**YOUR ASSIGNMENT**. Going line by line through the material below, tally those that contain the word "Right" and give the count by itself.

**** DATASET RECORDS

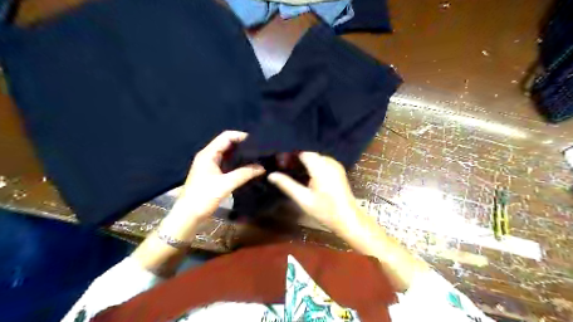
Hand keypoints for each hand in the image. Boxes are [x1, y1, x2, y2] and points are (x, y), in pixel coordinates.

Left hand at [155, 132, 263, 239]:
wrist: (188, 215)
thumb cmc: (204, 197)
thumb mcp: (226, 184)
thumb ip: (244, 174)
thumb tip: (262, 167)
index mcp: (208, 154)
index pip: (226, 137)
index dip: (241, 136)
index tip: (256, 141)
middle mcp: (208, 155)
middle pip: (227, 143)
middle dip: (243, 144)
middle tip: (259, 149)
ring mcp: (209, 164)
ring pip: (227, 153)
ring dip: (240, 154)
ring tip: (256, 156)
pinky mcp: (212, 173)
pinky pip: (226, 162)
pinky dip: (236, 162)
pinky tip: (247, 166)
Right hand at [266, 153, 356, 232]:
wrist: (348, 219)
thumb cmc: (325, 211)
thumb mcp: (303, 198)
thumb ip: (287, 184)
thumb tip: (271, 175)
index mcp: (321, 167)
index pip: (302, 152)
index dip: (289, 154)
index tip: (278, 161)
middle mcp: (329, 162)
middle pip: (309, 153)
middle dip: (295, 157)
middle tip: (282, 166)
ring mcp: (335, 165)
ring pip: (315, 157)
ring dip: (303, 161)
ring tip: (291, 169)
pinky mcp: (338, 170)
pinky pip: (322, 162)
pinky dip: (312, 164)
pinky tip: (305, 174)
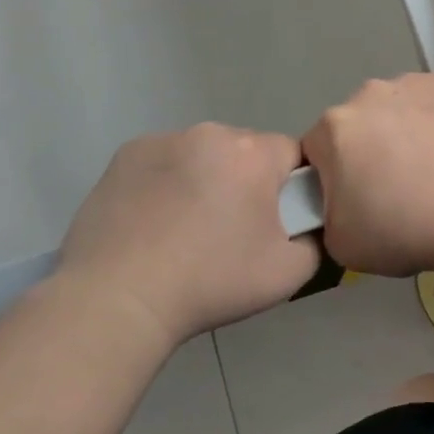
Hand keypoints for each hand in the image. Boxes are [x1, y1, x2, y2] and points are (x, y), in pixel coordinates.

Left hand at [58, 124, 318, 346]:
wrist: (118, 300)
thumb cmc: (210, 283)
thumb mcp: (287, 274)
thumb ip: (315, 241)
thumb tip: (308, 227)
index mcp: (255, 154)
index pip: (292, 154)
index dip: (289, 187)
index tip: (272, 220)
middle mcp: (212, 134)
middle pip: (246, 150)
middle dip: (245, 180)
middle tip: (229, 230)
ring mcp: (165, 140)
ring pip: (203, 154)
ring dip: (205, 178)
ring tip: (185, 228)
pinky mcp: (127, 154)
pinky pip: (164, 160)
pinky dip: (166, 181)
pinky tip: (153, 220)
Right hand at [302, 73, 433, 277]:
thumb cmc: (405, 230)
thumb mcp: (340, 243)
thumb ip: (324, 212)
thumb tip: (337, 198)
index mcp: (333, 127)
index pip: (317, 150)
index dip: (332, 176)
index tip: (356, 198)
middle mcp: (367, 93)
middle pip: (356, 123)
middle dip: (367, 147)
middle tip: (394, 184)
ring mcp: (413, 82)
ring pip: (395, 106)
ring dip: (401, 128)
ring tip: (430, 165)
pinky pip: (431, 100)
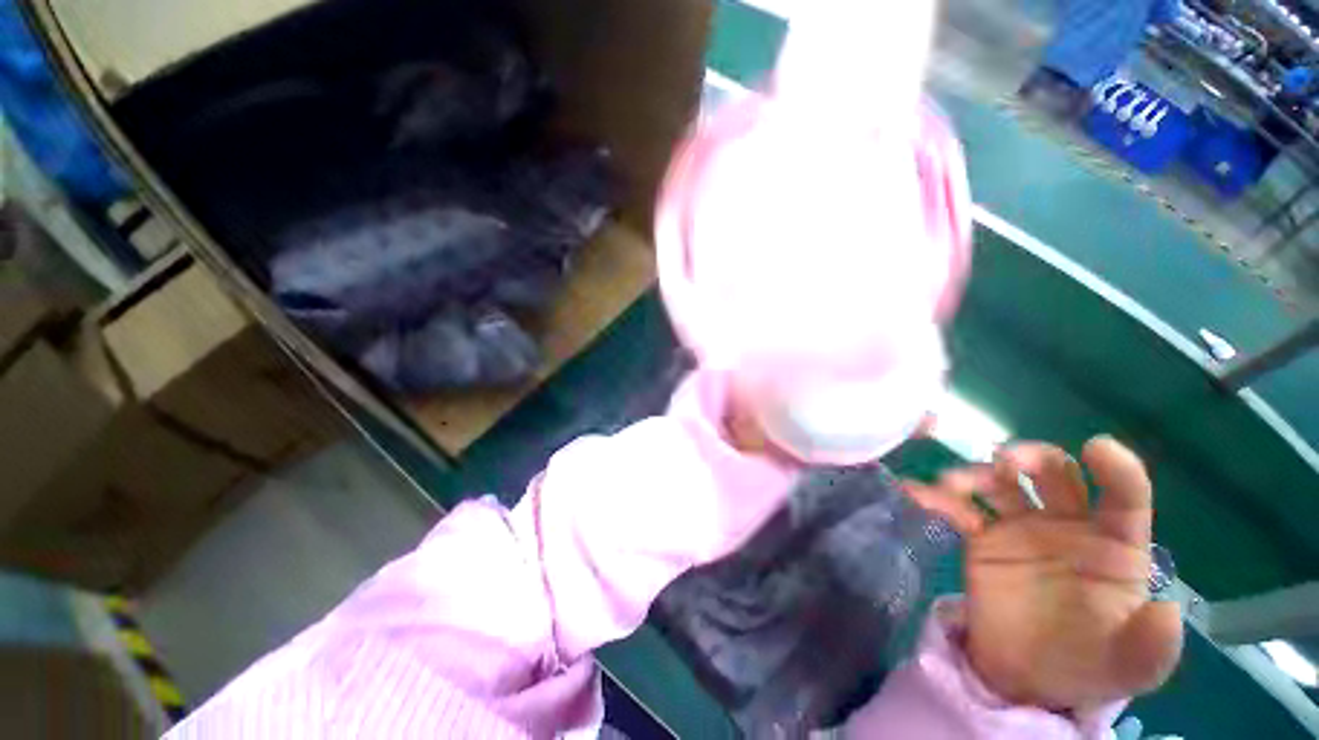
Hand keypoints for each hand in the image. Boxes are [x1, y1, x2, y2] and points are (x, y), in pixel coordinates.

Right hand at [906, 436, 1183, 713]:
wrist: (1028, 678)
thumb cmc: (1092, 664)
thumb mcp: (1133, 667)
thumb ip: (1154, 643)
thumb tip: (1167, 606)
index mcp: (1115, 545)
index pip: (1124, 497)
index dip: (1116, 469)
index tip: (1097, 448)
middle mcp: (1068, 525)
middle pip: (1053, 473)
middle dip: (1030, 456)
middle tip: (1004, 460)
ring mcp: (1021, 529)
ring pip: (1000, 484)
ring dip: (976, 474)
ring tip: (951, 483)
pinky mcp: (982, 540)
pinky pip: (959, 510)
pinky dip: (937, 498)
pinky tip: (915, 492)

********

**WRITTEN RESPONSE**. 3